*What you need to do*. Copy each line below that includes "Open".

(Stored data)
----

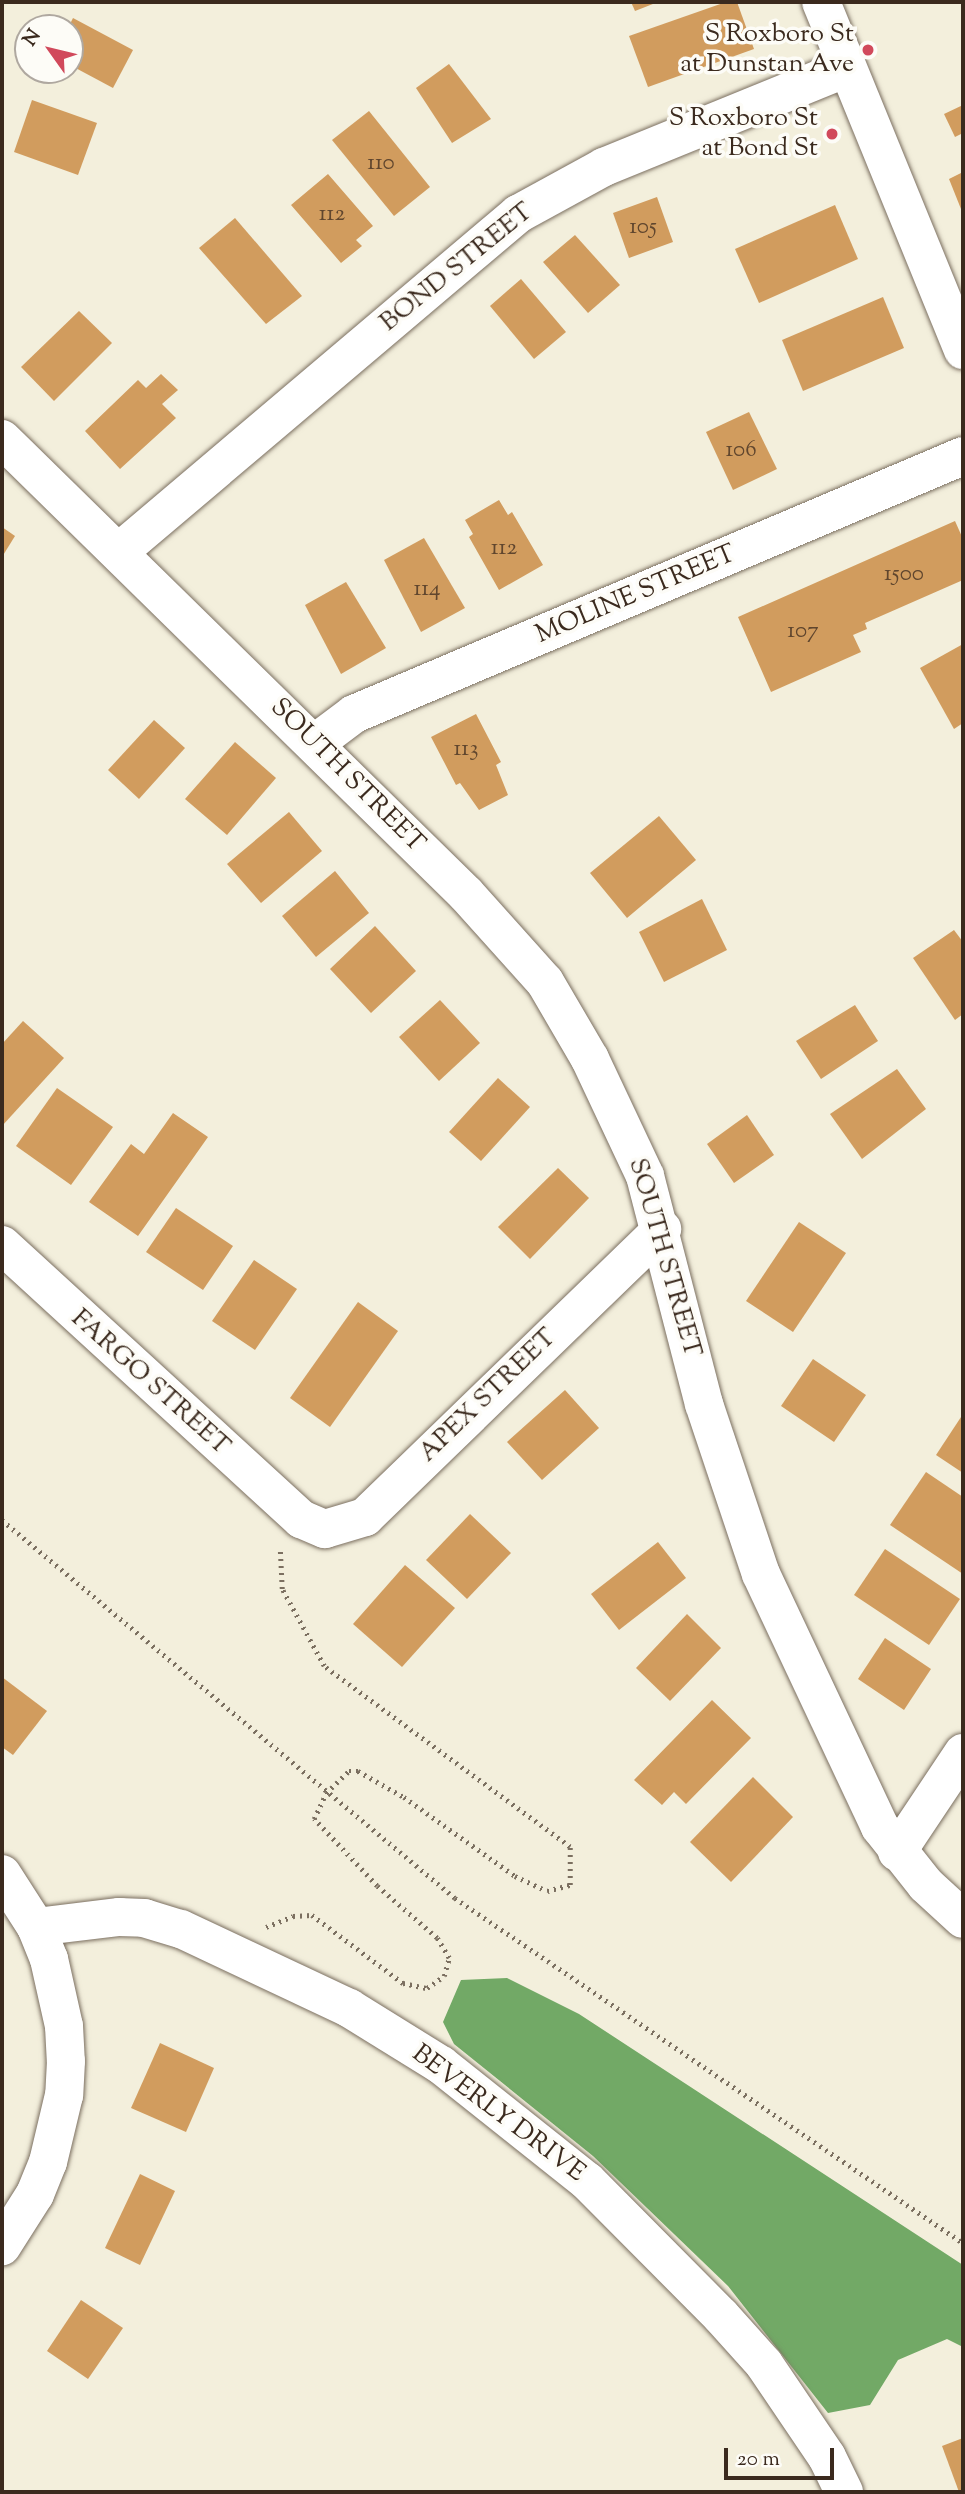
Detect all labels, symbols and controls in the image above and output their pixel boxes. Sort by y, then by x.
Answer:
north arrow [14,14,84,84]
place label: S Roxboro St at Dunstan Ave [680,19,854,80]
text: N [17,24,48,52]
marker: S Roxboro St at Dunstan Ave [860,42,876,58]
place label: S Roxboro St at Bond St [669,103,818,164]
marker: S Roxboro St at Bond St [824,126,840,142]
house number: 110 [367,150,395,178]
street label: BOND STREET [374,197,540,339]
house number: 112 [319,201,345,229]
house number: 105 [629,214,657,242]
house number: 106 [725,437,757,465]
house number: 112 [491,535,517,563]
street label: MOLINE STREET [531,539,741,651]
house number: 1500 [884,561,924,589]
house number: 114 [413,576,441,604]
house number: 107 [787,618,819,646]
street label: SOUTH STREET [263,692,431,860]
house number: 113 [454,736,478,764]
street label: SOUTH STREET [621,1155,707,1361]
street label: FARGO STREET [64,1303,236,1463]
street label: APEX STREET [413,1323,563,1469]
street label: BEVERLY DRIVE [405,2039,591,2189]
scale bar [727,2434,837,2478]
text: 20 m [737,2445,780,2475]

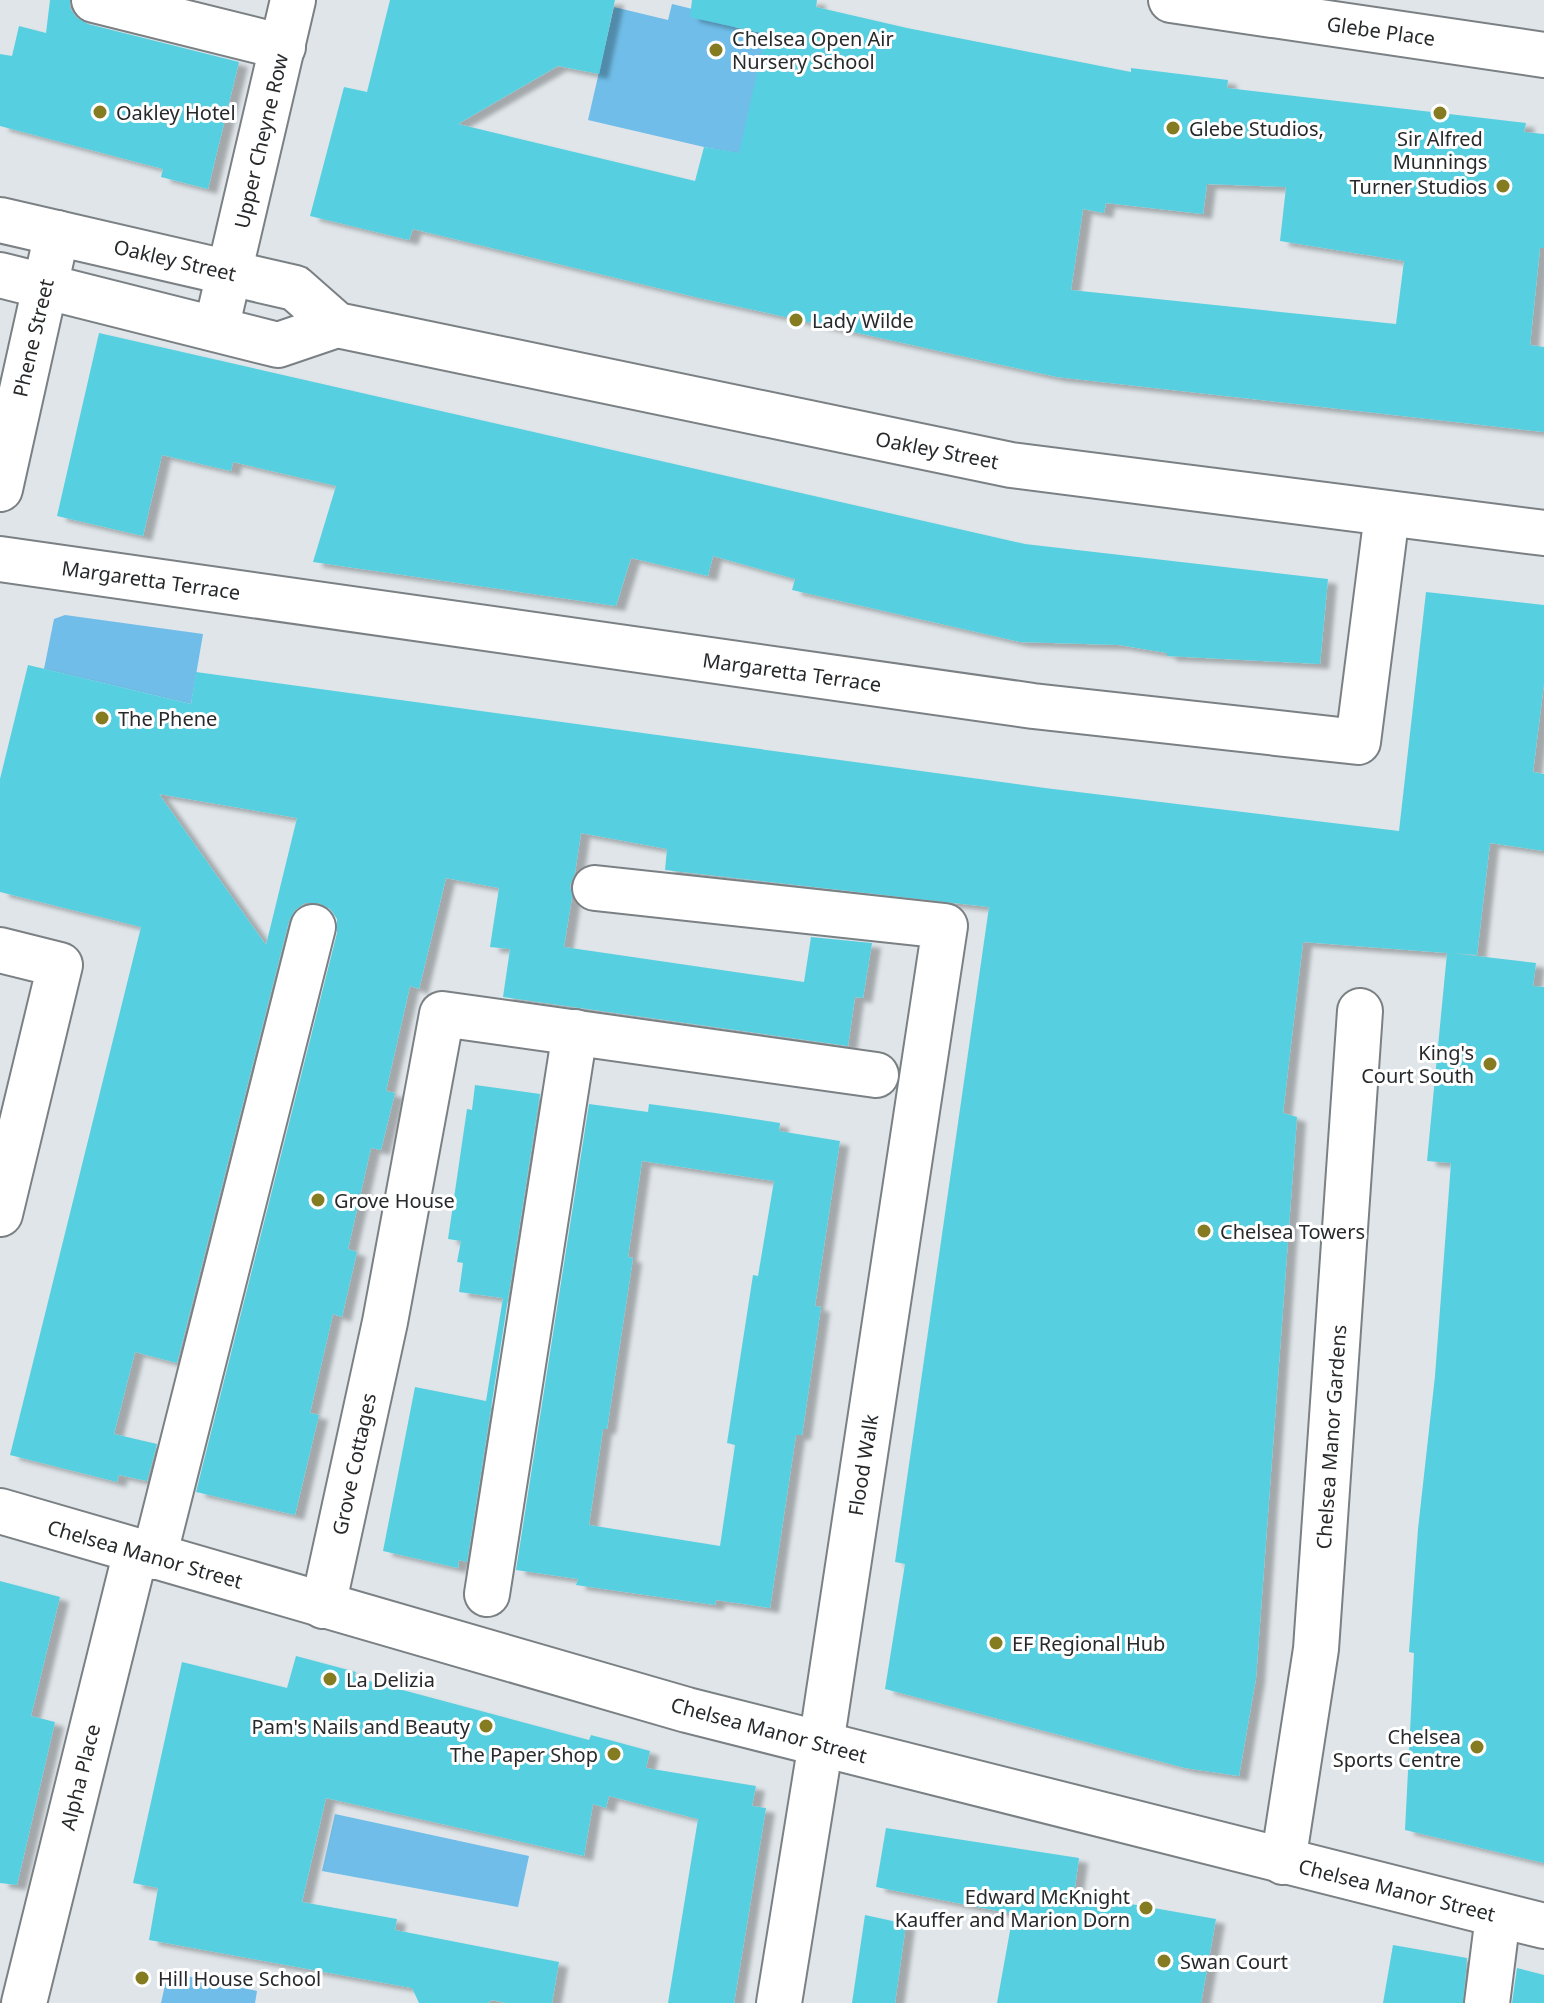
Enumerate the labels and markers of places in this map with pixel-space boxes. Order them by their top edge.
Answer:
place label: Chelsea Open Air Nursery School [732,25,894,75]
marker: Chelsea Open Air Nursery School [707,41,725,59]
place label: Oakley Hotel [116,99,236,126]
marker: Oakley Hotel [91,103,109,121]
marker: Sir Alfred Munnings [1431,104,1449,122]
place label: Glebe Studios, [1189,115,1324,142]
marker: Glebe Studios, [1164,119,1182,137]
place label: Sir Alfred Munnings [1393,125,1487,175]
place label: Turner Studios [1349,173,1487,200]
marker: Turner Studios [1494,177,1512,195]
place label: Lady Wilde [812,307,914,334]
marker: Lady Wilde [787,311,805,329]
place label: The Phene [118,705,217,732]
marker: The Phene [93,709,111,727]
place label: King's Court South [1361,1039,1474,1089]
marker: King's Court South [1481,1055,1499,1073]
place label: Grove House [334,1187,455,1214]
marker: Grove House [309,1191,327,1209]
place label: Chelsea Towers [1220,1218,1365,1245]
marker: Chelsea Towers [1195,1222,1213,1240]
place label: EF Regional Hub [1012,1630,1165,1657]
marker: EF Regional Hub [987,1634,1005,1652]
place label: La Delizia [346,1666,435,1693]
marker: La Delizia [321,1670,339,1688]
place label: Pam's Nails and Beauty [252,1713,471,1740]
marker: Pam's Nails and Beauty [477,1717,495,1735]
place label: Chelsea Sports Centre [1333,1723,1461,1773]
marker: Chelsea Sports Centre [1468,1738,1486,1756]
place label: The Paper Shop [450,1741,598,1768]
marker: The Paper Shop [605,1745,623,1763]
place label: Edward McKnight Kauffer and Marion Dorn [895,1883,1130,1933]
marker: Edward McKnight Kauffer and Marion Dorn [1137,1899,1155,1917]
place label: Swan Court [1180,1948,1288,1975]
marker: Swan Court [1155,1952,1173,1970]
place label: Hill House School [158,1965,321,1992]
marker: Hill House School [133,1969,151,1987]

----

*Solution for this problem*.
place label: Chelsea Open Air Nursery School [732,25,894,75]
marker: Chelsea Open Air Nursery School [707,41,725,59]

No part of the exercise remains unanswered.